My theater is liquid.

I was happy with where my writing was two years ago, when I told a story on a bare stare with lights and sound and dialogue - poetry, if that's not too pretentious of me. Two and three years ago, when my protagonist told the world she didn't call the shots and yet exhibited masterful control over lighting cues. Self-aware. Theater as theater.

There is a time and place for realism, but I miss creating magic.

Time to peel back the restraints. Time to let the weirdness back in. Time to dig down and find the poetry again.

Okay.

Here goes.

Monday, February 13, 2012

If I ever write a Hipster Rom-Com

I will string together all of the false starts from my life into something that panders to a very specific demographic that can't be bothered to give a damn. (These all happened but they were not all with the same person and they are certainly not in order)

Boy and girl will meet at the zoo. It will be winter, and freezing, and you'd have to be stupid to actually be at the zoo that day. They will walk around all day without encountering a single other living person and lament that the geladas are indoors for winter and watch seals swim around in the courtyard. They'll buy bagels at a sketchy grocery store in the Bronx and take the train all the way back into the city together, talking the whole way about what kinds of quirky hipster literature they like and then something will happen. (Unlike real life, where nothing happened.)

She'll post ambiguous song lyric Facebook statuses that he'll respond with coded confessions of love and she'll have something witty to say back, and not something asinine, and they'll realize that the feeling's mutual instead of just one person lying awake all night wondering if they really deserve to have good things happen to them.

They'll watch a terrible movie together.
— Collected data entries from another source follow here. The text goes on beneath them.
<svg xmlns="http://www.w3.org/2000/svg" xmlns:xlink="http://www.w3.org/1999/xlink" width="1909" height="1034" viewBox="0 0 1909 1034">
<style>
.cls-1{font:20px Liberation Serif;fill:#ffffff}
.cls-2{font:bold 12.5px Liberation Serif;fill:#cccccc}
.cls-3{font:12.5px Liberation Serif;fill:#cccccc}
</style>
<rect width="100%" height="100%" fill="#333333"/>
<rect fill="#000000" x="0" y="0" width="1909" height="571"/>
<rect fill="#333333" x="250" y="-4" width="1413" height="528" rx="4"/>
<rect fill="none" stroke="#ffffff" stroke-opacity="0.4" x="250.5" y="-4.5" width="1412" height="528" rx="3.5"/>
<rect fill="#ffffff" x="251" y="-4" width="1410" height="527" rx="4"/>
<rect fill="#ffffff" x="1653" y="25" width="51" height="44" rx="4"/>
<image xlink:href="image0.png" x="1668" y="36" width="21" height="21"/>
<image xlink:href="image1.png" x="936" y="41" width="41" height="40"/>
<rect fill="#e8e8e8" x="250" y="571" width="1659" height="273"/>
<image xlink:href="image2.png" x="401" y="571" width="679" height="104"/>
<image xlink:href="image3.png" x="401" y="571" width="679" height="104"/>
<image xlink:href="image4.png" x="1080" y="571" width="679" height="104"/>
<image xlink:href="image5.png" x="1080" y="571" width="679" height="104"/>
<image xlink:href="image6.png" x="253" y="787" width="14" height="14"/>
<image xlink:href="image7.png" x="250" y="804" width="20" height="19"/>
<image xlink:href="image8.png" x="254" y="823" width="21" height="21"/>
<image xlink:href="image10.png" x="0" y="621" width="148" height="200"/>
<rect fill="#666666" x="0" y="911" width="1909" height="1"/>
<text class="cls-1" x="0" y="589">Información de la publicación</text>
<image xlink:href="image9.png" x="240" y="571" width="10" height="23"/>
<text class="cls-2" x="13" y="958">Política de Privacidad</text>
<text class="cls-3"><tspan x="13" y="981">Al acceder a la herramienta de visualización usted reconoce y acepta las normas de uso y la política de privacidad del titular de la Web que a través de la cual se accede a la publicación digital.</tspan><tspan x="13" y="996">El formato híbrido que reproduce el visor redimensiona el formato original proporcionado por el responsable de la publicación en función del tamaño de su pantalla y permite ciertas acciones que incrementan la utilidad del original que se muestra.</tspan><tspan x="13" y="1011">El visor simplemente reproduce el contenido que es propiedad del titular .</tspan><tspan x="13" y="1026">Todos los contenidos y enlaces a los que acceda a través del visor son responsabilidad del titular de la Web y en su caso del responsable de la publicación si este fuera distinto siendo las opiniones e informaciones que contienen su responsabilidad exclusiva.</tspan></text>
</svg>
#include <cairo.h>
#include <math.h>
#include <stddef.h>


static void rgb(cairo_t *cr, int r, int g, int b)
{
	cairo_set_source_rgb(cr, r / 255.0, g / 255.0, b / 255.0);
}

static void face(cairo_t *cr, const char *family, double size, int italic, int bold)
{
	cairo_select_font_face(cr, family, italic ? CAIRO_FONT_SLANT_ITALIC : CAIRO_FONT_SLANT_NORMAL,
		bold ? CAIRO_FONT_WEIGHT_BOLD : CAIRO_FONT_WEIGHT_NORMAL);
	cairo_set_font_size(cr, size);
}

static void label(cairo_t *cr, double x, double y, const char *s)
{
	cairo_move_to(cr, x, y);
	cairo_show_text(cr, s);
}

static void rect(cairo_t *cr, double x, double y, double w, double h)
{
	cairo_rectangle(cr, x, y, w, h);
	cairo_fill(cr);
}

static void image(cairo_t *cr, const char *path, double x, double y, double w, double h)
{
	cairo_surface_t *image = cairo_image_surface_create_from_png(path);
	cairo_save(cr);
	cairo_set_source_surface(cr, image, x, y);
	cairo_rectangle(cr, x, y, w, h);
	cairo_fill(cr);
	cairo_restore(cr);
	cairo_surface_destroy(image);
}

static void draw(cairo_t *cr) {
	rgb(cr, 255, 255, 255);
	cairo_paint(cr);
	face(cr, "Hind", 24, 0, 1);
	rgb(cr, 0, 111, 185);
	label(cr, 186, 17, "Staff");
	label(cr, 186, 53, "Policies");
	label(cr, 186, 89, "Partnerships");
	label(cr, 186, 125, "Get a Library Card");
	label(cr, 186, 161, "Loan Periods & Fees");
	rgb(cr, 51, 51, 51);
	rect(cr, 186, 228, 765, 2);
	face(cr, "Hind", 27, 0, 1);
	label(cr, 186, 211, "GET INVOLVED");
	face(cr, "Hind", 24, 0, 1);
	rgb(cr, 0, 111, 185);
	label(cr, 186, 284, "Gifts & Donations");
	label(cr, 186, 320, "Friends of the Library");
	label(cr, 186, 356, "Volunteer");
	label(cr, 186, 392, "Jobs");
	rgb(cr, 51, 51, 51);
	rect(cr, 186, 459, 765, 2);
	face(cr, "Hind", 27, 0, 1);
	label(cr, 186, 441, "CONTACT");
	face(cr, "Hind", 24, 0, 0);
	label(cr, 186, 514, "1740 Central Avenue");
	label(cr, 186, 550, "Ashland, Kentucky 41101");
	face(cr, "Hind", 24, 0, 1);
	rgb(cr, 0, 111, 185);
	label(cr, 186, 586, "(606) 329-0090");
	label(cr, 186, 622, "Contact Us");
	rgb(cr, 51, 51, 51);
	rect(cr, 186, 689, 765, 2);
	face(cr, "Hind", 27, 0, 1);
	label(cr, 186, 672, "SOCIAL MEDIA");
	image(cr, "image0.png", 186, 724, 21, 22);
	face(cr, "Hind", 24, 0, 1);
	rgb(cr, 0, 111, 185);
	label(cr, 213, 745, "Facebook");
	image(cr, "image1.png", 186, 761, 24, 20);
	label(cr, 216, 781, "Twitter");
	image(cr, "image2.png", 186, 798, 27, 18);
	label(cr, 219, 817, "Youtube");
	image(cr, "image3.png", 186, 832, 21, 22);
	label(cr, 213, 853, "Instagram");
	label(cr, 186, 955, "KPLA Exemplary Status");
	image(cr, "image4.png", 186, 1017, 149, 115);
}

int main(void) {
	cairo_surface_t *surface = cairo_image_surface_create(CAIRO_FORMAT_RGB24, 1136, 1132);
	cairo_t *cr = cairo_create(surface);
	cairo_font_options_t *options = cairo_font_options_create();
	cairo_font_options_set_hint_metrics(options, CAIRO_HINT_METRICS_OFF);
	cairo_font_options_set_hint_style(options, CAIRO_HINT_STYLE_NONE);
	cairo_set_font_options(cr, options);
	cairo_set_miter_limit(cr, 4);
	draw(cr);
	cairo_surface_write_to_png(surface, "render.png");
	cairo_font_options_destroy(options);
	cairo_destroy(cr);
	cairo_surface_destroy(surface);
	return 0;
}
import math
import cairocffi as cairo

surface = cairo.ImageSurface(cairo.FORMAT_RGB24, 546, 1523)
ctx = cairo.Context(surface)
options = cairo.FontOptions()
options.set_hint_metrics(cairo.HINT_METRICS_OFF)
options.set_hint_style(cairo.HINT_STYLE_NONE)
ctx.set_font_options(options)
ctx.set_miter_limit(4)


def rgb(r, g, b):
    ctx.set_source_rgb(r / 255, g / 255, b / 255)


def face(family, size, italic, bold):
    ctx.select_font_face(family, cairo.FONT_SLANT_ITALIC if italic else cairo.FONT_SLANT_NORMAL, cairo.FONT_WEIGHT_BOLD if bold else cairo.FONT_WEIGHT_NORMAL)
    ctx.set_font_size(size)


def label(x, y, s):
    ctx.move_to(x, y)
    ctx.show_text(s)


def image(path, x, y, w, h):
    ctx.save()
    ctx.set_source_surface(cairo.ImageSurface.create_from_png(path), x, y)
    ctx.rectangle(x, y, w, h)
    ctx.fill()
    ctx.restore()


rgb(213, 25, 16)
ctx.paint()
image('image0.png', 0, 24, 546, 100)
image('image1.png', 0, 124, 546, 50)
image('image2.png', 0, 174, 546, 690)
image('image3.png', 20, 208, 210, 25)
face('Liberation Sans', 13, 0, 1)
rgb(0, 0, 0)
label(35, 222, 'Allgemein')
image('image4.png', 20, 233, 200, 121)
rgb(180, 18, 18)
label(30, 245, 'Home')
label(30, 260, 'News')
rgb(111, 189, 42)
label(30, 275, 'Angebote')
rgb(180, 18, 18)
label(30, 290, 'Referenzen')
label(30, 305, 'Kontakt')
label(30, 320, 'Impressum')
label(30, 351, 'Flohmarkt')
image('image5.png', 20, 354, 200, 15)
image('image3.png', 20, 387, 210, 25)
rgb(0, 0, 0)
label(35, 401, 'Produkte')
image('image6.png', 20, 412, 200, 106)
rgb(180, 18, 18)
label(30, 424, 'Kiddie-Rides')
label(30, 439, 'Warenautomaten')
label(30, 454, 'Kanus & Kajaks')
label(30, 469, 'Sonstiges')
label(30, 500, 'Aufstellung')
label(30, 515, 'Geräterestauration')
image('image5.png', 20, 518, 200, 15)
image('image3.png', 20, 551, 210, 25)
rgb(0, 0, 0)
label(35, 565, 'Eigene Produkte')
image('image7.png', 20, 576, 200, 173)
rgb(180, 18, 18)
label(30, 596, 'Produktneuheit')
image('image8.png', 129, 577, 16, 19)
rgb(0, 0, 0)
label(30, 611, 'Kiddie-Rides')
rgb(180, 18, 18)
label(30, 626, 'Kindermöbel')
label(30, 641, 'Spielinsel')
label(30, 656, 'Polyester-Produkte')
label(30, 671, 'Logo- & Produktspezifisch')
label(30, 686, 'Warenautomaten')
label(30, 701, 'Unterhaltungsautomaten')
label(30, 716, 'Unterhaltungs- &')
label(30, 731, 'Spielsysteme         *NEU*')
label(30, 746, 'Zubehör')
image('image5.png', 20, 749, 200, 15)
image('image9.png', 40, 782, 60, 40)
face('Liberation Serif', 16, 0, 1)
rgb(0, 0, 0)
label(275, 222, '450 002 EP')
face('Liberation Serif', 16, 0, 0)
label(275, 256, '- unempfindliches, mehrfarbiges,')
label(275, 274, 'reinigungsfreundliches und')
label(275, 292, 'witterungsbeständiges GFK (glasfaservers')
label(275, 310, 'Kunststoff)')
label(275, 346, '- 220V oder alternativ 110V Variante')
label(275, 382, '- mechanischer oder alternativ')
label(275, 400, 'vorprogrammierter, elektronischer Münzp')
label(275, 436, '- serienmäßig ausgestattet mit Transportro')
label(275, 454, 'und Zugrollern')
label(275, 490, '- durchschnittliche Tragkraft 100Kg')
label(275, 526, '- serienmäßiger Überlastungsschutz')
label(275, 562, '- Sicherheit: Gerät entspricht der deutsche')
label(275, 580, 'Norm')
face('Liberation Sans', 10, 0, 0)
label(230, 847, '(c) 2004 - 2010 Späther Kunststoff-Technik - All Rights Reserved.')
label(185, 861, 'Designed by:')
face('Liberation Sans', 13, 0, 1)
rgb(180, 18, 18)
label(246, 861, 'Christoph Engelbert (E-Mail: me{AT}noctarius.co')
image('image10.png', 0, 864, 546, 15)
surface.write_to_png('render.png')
Maybe it's The Room. It's not even worth paying attention. He feels her up, and she lets him, instead of repeatedly moving his hands to some part of her body she's more comfortable with him touching, because that sends all the wrong signals, and later that night he'll kiss her instead of muttering, "Sorry, I made that awkward."

In this stupid Hipster Rom-Com, I'm actually played by Zooey Deschanel, or someone who looks like her, instead of just hopelessly copying her hairstyle, even though I'm too tall and too curvy and my eyes are too dark. And the critics will call it contrived and stupid and I will say, "No, no, this is my life, you don't understand, this is my life, only edited. All I did was make it better."